Their experience was very different from that of the white students attending
Central High School.
Listen
to a PBS story on the experiences of Melba Beals and Jefferson Thomas.
- How were they
treated at school?
- One girl, Minniejean Brown, was harassed
so much that she refused to accept any more abuse. What did she do? What happened
to her? What would you have done?
- In retrospect, how did these former students reflect
about their experiences?
- What would the Little Rock schools look like today if Melba Beals and Jefferson
Thomas and other African American students had not attended Central High School?
II. Legal Segregation
After the Civil War, the Fourteenth Amendment guaranteed equal rights to all
American citizens, including newly freed slaves.

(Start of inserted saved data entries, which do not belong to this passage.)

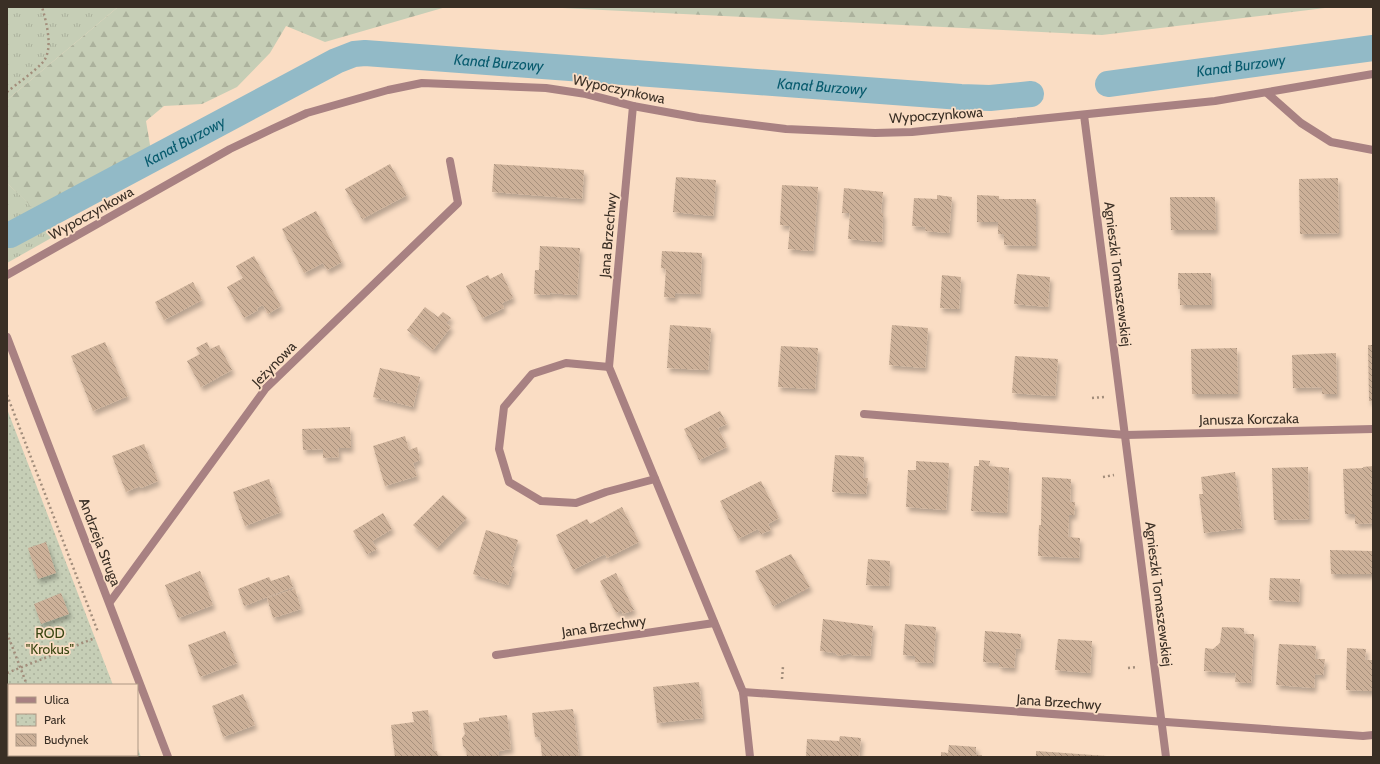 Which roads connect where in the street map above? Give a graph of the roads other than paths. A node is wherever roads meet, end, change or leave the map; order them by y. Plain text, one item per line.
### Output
1 (1373, 74) edge
2 (1267, 94) junction
3 (633, 106) junction
4 (1084, 115) junction
5 (1373, 150) edge
6 (450, 161) dead end
7 (7, 275) edge
8 (7, 337) edge
9 (609, 367) junction
10 (864, 414) dead end
11 (1373, 430) edge
12 (1126, 435) junction
13 (655, 479) junction
14 (110, 602) junction
15 (714, 623) junction
16 (496, 655) dead end
17 (743, 692) junction
18 (1162, 722) junction
19 (1373, 735) edge
20 (168, 757) edge
21 (750, 757) edge
22 (1166, 757) edge

1 - 2 street, Wypoczynkowa
2 - 4 street, Wypoczynkowa
2 - 5 street
3 - 4 street, Wypoczynkowa
3 - 7 street, Wypoczynkowa
3 - 9 street, Jana Brzechwy
4 - 12 street, Agnieszki Tomaszewskiej
6 - 14 street, Jeżynowa
8 - 14 street, Andrzeja Struga
9 - 13 street, Jana Brzechwy
9 - 13 street
10 - 12 street
11 - 12 street, Janusza Korczaka
12 - 18 street, Agnieszki Tomaszewskiej
13 - 15 street, Jana Brzechwy
14 - 20 street, Andrzeja Struga
15 - 16 street, Jana Brzechwy
15 - 17 street, Jana Brzechwy
17 - 18 street, Jana Brzechwy
17 - 21 street, Jana Brzechwy
18 - 19 street, Jana Brzechwy
18 - 22 street, Agnieszki Tomaszewskiej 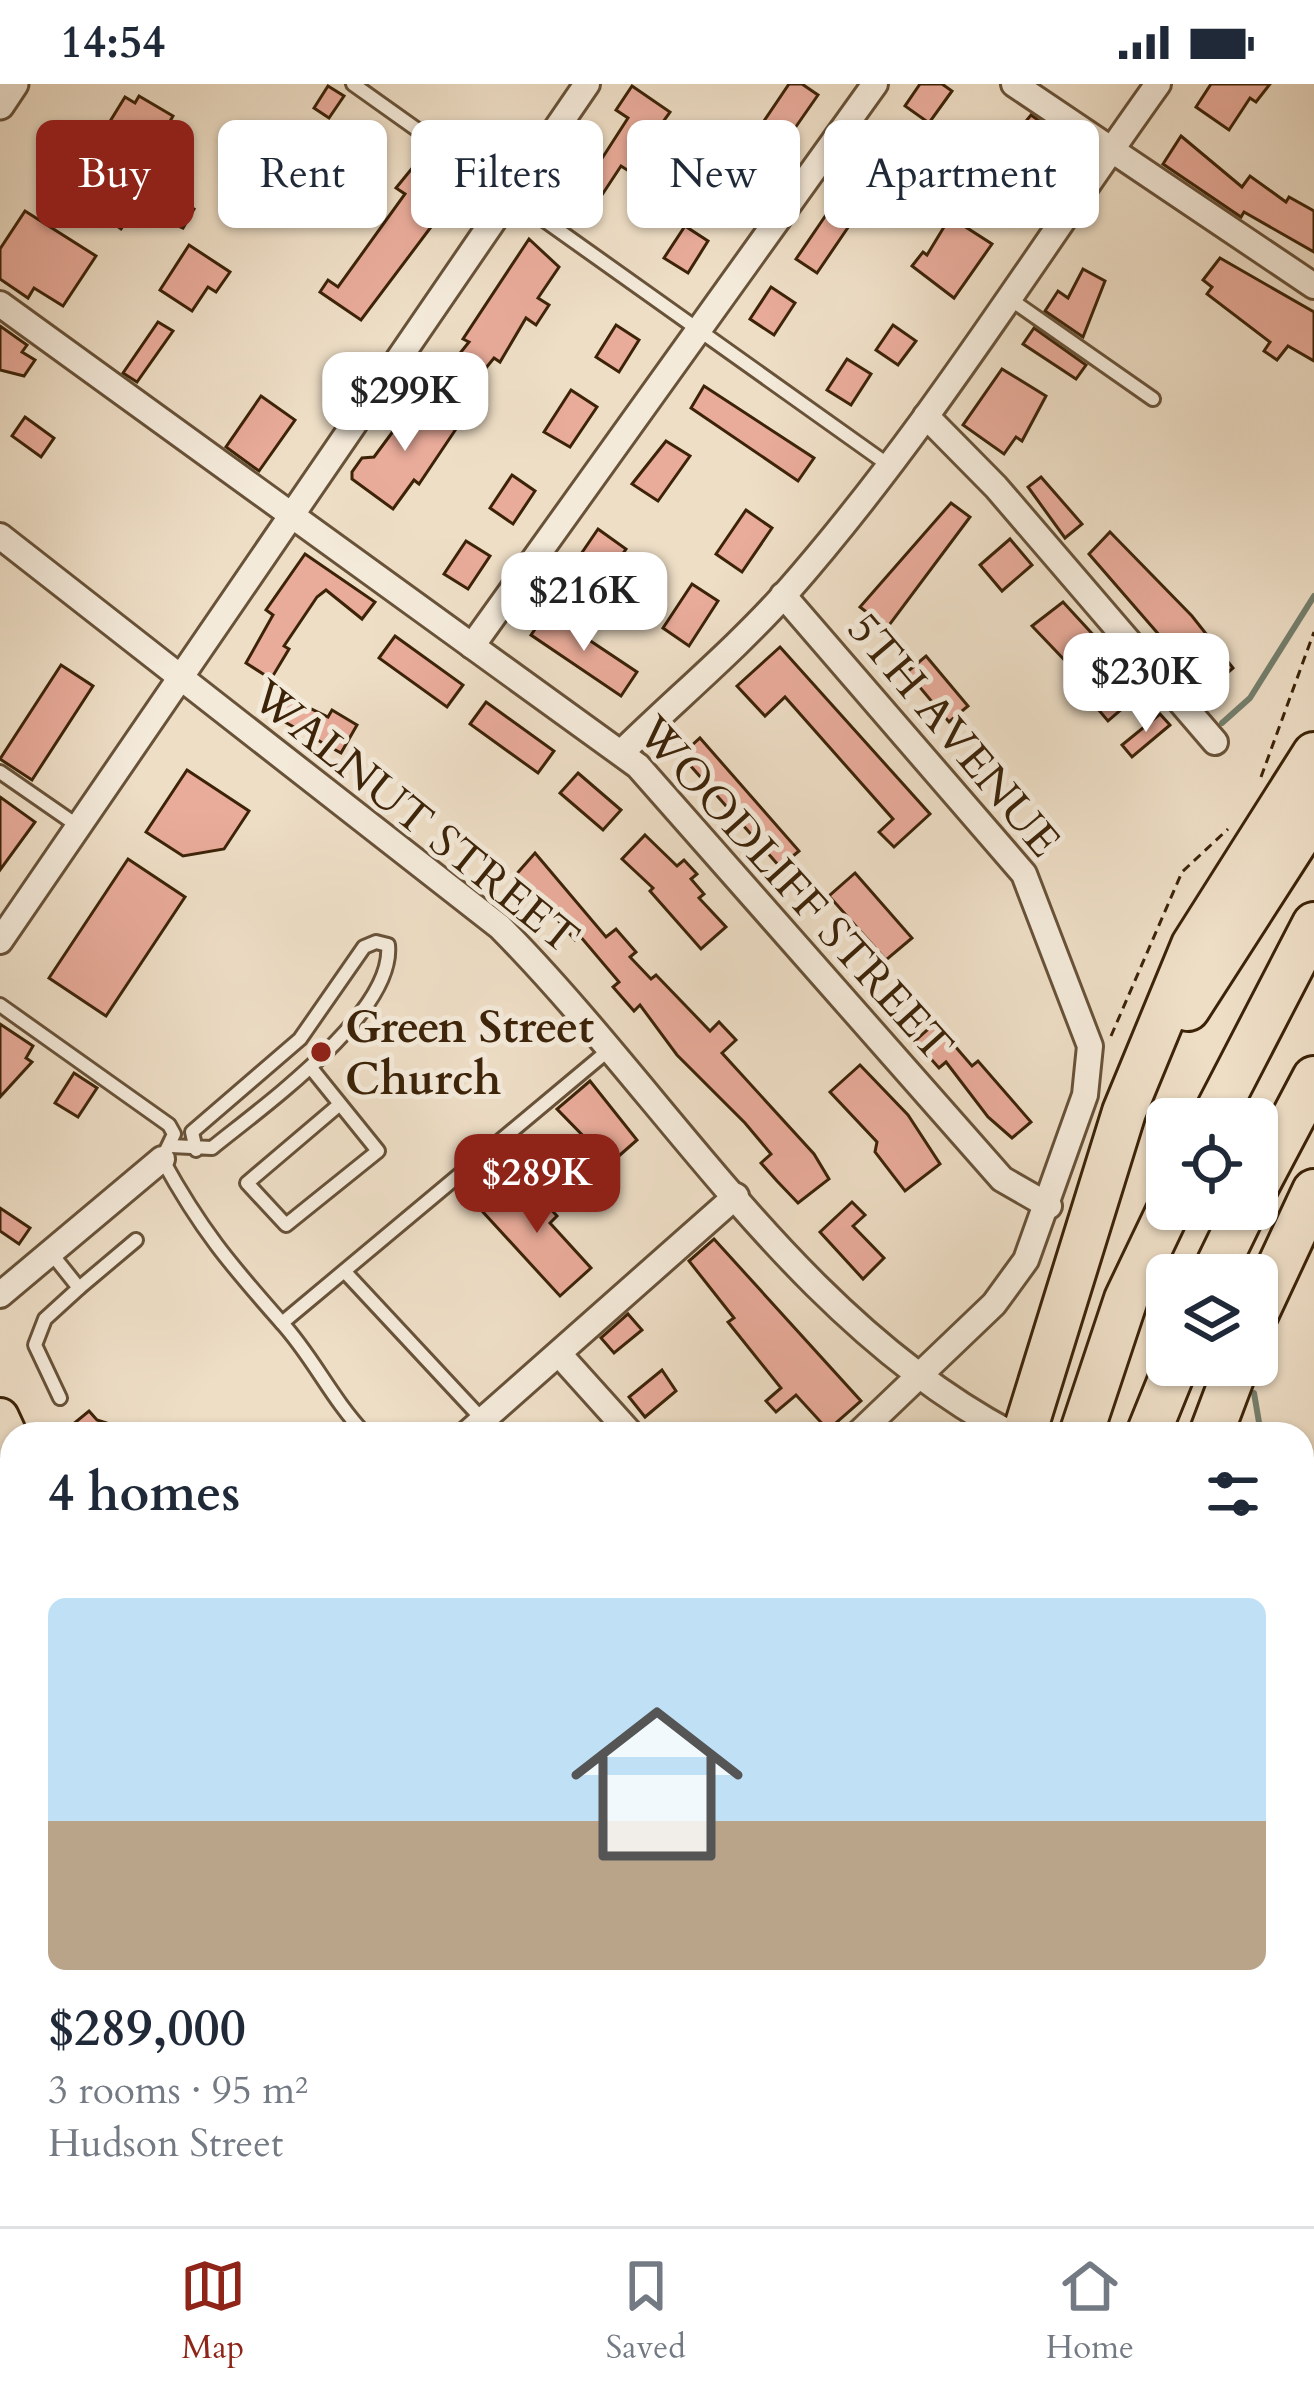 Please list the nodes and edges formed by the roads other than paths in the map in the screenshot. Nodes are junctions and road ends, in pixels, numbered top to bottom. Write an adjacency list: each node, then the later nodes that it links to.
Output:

In 1896, the United States
Supreme Court ruled in Plessy
v. Ferguson that the races could legally be segregated so long as the separate
facilities were equal. It would be more than fifty years before this precedent
would be overturned.
- What did the Fourteenth
Amendment say about the rights of all American citizens?
- In
Plessy v. Ferguson, what rationale did the Supreme Court use to uphold
the segregation of the races?
- One Supreme Court Justice in Plessy v. Ferguson disagreed with the majority.
What arguments
were stated in the minority opinion?
III. Changing Times
In 1954, with the ruling in Brown v. The Board
of Education, the Supreme Court struck down the notion of "separate
but equal" facilities in America, opening the door to equal access to public
education for all people. This ruling did not, however, mean that change would
happen overnight. There was a great deal of resistance to the idea of integrated
schools. Some states and localities resorted to a tactic known as "Massive Resistance,"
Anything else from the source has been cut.